A. Performance Sensitivity to QSC Parameters

The tSt_QSmin parameter dictates the size of the AT FOV of the proxy sensor. While a larger tSt_QSmin implies larger propagation step size in the quick-search step which would reduce execution time of the quick-search step, it also forces a larger proxy sensor FOV, which covers a larger number of GPs at each propagation step (see Fig. 3). Since larger number of GPs need to be processed, this increases execution time. Fig. 5 plots the execution time of the quick search, correction steps, total execution time, and the AT FOV used in the quick-search step for different values of the user-defined parameter tSt_QSmin. In all cases, the orbit simulated was a 500-km SSO over a simulation period of 15 days, and the sensor considered was a rectangular FOV sensor with cross-track FOV of 45°. The QSC simulation parameter f (overlap factor) was set to 0.25. The tSt_QSmin parameter determines the value of the proxy-sensor FOV. While a larger tSt_QSmin implies larger propagation step size and lower execution time of the quick-search step, the larger proxy sensor FOV also captures a larger number of GPs, hence more processing at each propagation step and increasing execution time (see Fig. 3). In all the subfigures of Fig. 5, we see that the execution time of the quick-search step decreases rapidly with initial increases of tSt_QSmin, but gradually flattens out, due to the varying degree of conflict between the two factors described above, at different regimes of tSt_QSmin.

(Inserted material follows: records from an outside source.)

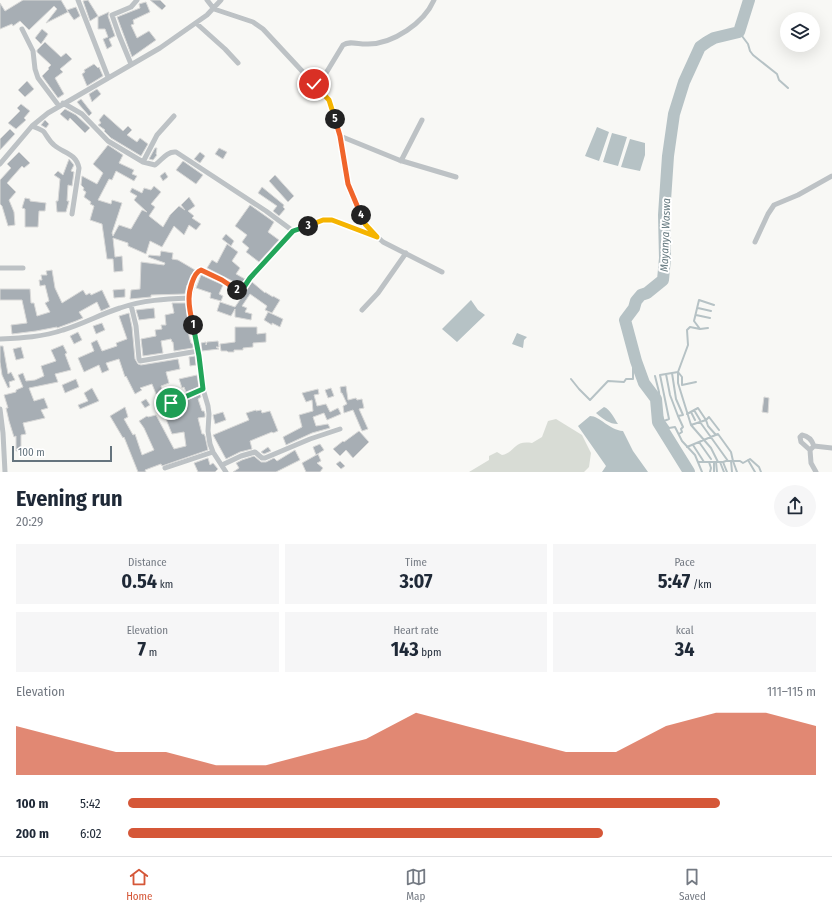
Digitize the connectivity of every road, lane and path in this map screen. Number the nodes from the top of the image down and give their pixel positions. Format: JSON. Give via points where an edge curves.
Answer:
{"nodes":[{"id":1,"x":78,"y":0,"type":"edge"},
{"id":2,"x":137,"y":0,"type":"edge"},
{"id":3,"x":207,"y":0,"type":"edge"},
{"id":4,"x":221,"y":0,"type":"edge"},
{"id":5,"x":434,"y":0,"type":"edge"},
{"id":6,"x":214,"y":9,"type":"junction"},
{"id":7,"x":196,"y":23,"type":"junction"},
{"id":8,"x":22,"y":28,"type":"dead end"},
{"id":9,"x":131,"y":64,"type":"junction"},
{"id":10,"x":238,"y":64,"type":"dead end"},
{"id":11,"x":108,"y":77,"type":"junction"},
{"id":12,"x":317,"y":88,"type":"junction"},
{"id":13,"x":61,"y":104,"type":"junction"},
{"id":14,"x":174,"y":116,"type":"dead end"},
{"id":15,"x":422,"y":120,"type":"dead end"},
{"id":16,"x":32,"y":126,"type":"junction"},
{"id":17,"x":340,"y":136,"type":"junction"},
{"id":18,"x":401,"y":161,"type":"junction"},
{"id":19,"x":143,"y":162,"type":"junction"},
{"id":20,"x":0,"y":164,"type":"edge"},
{"id":21,"x":832,"y":176,"type":"edge"},
{"id":22,"x":456,"y":178,"type":"dead end"},
{"id":23,"x":72,"y":214,"type":"dead end"},
{"id":24,"x":293,"y":231,"type":"junction"},
{"id":25,"x":377,"y":237,"type":"junction"},
{"id":26,"x":755,"y":242,"type":"dead end"},
{"id":27,"x":406,"y":253,"type":"junction"},
{"id":28,"x":0,"y":268,"type":"edge"},
{"id":29,"x":22,"y":268,"type":"dead end"},
{"id":30,"x":442,"y":272,"type":"dead end"},
{"id":31,"x":189,"y":298,"type":"junction"},
{"id":32,"x":131,"y":305,"type":"junction"},
{"id":33,"x":362,"y":310,"type":"dead end"},
{"id":34,"x":0,"y":339,"type":"edge"},
{"id":35,"x":198,"y":351,"type":"junction"},
{"id":36,"x":203,"y":389,"type":"junction"},
{"id":37,"x":171,"y":403,"type":"dead end"},
{"id":38,"x":0,"y":410,"type":"edge"},
{"id":39,"x":340,"y":429,"type":"dead end"},
{"id":40,"x":2,"y":433,"type":"edge"},
{"id":41,"x":832,"y":448,"type":"edge"},
{"id":42,"x":213,"y":452,"type":"junction"},
{"id":43,"x":222,"y":465,"type":"junction"},
{"id":44,"x":165,"y":468,"type":"dead end"},
{"id":45,"x":5,"y":472,"type":"edge"},
{"id":46,"x":226,"y":472,"type":"edge"},
{"id":47,"x":816,"y":472,"type":"edge"}],
"edges":[{"from":1,"to":11,"type":"street"},
{"from":2,"to":9,"type":"street","via":[[131,7],[112,15]]},
{"from":3,"to":6,"type":"street"},
{"from":4,"to":6,"type":"street"},
{"from":5,"to":12,"type":"street","via":[[425,15],[391,39],[366,45],[344,45]]},
{"from":6,"to":7,"type":"street"},
{"from":6,"to":12,"type":"street","via":[[253,22],[263,29]]},
{"from":7,"to":9,"type":"street"},
{"from":7,"to":10,"type":"street"},
{"from":8,"to":13,"type":"street","via":[[33,51],[38,78]]},
{"from":9,"to":11,"type":"street"},
{"from":11,"to":13,"type":"street"},
{"from":12,"to":17,"type":"street","via":[[329,100]]},
{"from":13,"to":16,"type":"street"},
{"from":13,"to":19,"type":"street","via":[[82,114],[108,141]]},
{"from":14,"to":19,"type":"street","via":[[157,135]]},
{"from":15,"to":18,"type":"street"},
{"from":16,"to":20,"type":"street"},
{"from":16,"to":23,"type":"street","via":[[43,132],[52,144],[68,153],[78,163]]},
{"from":17,"to":18,"type":"street"},
{"from":17,"to":25,"type":"street","via":[[348,184],[365,224]]},
{"from":18,"to":22,"type":"street"},
{"from":19,"to":24,"type":"street","via":[[155,165],[168,154],[176,152]]},
{"from":21,"to":26,"type":"street","via":[[774,205]]},
{"from":24,"to":25,"type":"street","via":[[323,220],[332,220]]},
{"from":24,"to":31,"type":"street","via":[[240,291],[200,271],[195,277]]},
{"from":25,"to":27,"type":"street"},
{"from":27,"to":30,"type":"street"},
{"from":27,"to":33,"type":"street","via":[[378,293]]},
{"from":28,"to":29,"type":"street"},
{"from":31,"to":32,"type":"street"},
{"from":31,"to":35,"type":"street"},
{"from":32,"to":34,"type":"street","via":[[63,330],[32,337]]},
{"from":32,"to":35,"type":"street","via":[[140,361]]},
{"from":35,"to":36,"type":"street"},
{"from":36,"to":37,"type":"street"},
{"from":36,"to":42,"type":"street","via":[[208,406],[208,431]]},
{"from":38,"to":40,"type":"street"},
{"from":39,"to":43,"type":"street","via":[[265,458],[255,452]]},
{"from":40,"to":45,"type":"street"},
{"from":41,"to":47,"type":"street","via":[[812,448],[811,463]]},
{"from":42,"to":43,"type":"street"},
{"from":42,"to":44,"type":"street"},
{"from":43,"to":46,"type":"street"}]}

On the other hand, execution time of the correction step has an increasing linear trend (with small local deviations that are explained below in Section III-B). This is because as the tSt_QSmin increases, the proxy-sensor FOV increases, and the number of accesses and the access duration of each of the access events by the proxy-sensor increases. Thus, a relatively larger number of access events needs to be processed in the correction stage. The minimum total execution time is the region where the execution times of the quick-search step and correction steps are similar.

Fig. 5.

Sensitivity of the execution time to the tSt_QSmin parameter for a fixed factor f = 0.25. In all cases, the orbit simulated was a 500-km SSO with a rectangular FOV sensor of 45° cross-track FOV, over a period of 15 days. Comparing (a) and (b), varies grid point number. Comparing (b) and (c), varies the along-track FOV of the sensor. The tST_QSmin corresponding to minimum total execution time is seen to be most sensitive to the along-track FOV of the sensor. (a) FOV: 45 × 1°, 10 K grid points globally. (b) FOV: 45 × 1°, 5 K grid points globally. (c) FOV: 45 × 0.1°, 5 K grid points globally.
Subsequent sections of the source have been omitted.